Bournonite is a sulfosalt mineral species, trithioantimoniate of lead and copper with the formula PbCuSbS3. It is a mineral in medium temperature hydrothermal vein deposits. It commonly occurs with galena, tetrahedrite, sphalerite, chalcopyrite, pyrite, stibnite, zinkenite, siderite, quartz, rhodochrosite, dolomite, and barite.
It was first mentioned by Philip Rashleigh in 1797 as an ore of antimony and was more completely described in 1804 by French crystallographer and mineralogist Jacques Louis, Comte de Bourbon (1751–1825), after whom it was named. The name was given by Bourbon himself (in 1813) was endellione, as used in the form endellionite, after St Endellion, the locality in Cornwall where the mineral was first found.
- Category: Sulfosalt mineral
- Formula: PbCuSbS3
- Crystal system: Orthorhombic
- Crystal class: Pyramidal (mm2) (same H-M symbol).

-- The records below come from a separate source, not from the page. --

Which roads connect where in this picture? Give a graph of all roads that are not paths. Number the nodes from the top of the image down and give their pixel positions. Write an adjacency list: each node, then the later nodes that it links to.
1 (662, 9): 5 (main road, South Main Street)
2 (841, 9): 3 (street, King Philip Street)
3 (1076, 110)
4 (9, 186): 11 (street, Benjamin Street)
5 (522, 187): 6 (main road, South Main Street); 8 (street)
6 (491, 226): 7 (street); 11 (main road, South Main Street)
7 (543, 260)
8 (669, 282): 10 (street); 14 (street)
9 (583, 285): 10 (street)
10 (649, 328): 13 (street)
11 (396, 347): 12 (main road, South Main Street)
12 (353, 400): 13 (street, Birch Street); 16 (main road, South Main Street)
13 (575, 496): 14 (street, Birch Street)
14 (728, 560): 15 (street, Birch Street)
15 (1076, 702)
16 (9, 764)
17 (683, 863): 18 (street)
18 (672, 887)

- Color: Steel-gray to iron-black
- Crystal habit: Crystals short prismatic to tabular, typically striated; commonly as subparallel aggregates.
- Cleavage:  Imperfect
- Fracture: Subconchoidal to uneven
- Mohs scale hardness: 2.5 – 3.0
- Luster: Brilliant to dull
- Streak: Steel-gray to iron-black
- Diaphaneity: Opaque
- Specific gravity: 5.7 – 5.9
Bournonite is relatively common and can be found in hydrothermal veins of medium temperatures in localities in England, Ireland, Germany, the Czech Republic, Romania, France, Bolivia, Peru, the United States, Mexico, Australia, Japan, and China, among several others. Associated minerals include galena, tetrahedrite, sphalerite, chalcopyrite, pyrite, stibnite, zinkenite, siderite, quartz, rhodochrosite, dolomite, and baryte.
It was first described as an occurrence in Wheal Boys in the parish of St Endellion in Cornwall, it was found associated with jamesonite, sphalerite, and siderite. Later, still better crystals were found in another Cornish mine, namely, Herodsfoot mine near Liskeard, which was worked for argentiferous galena.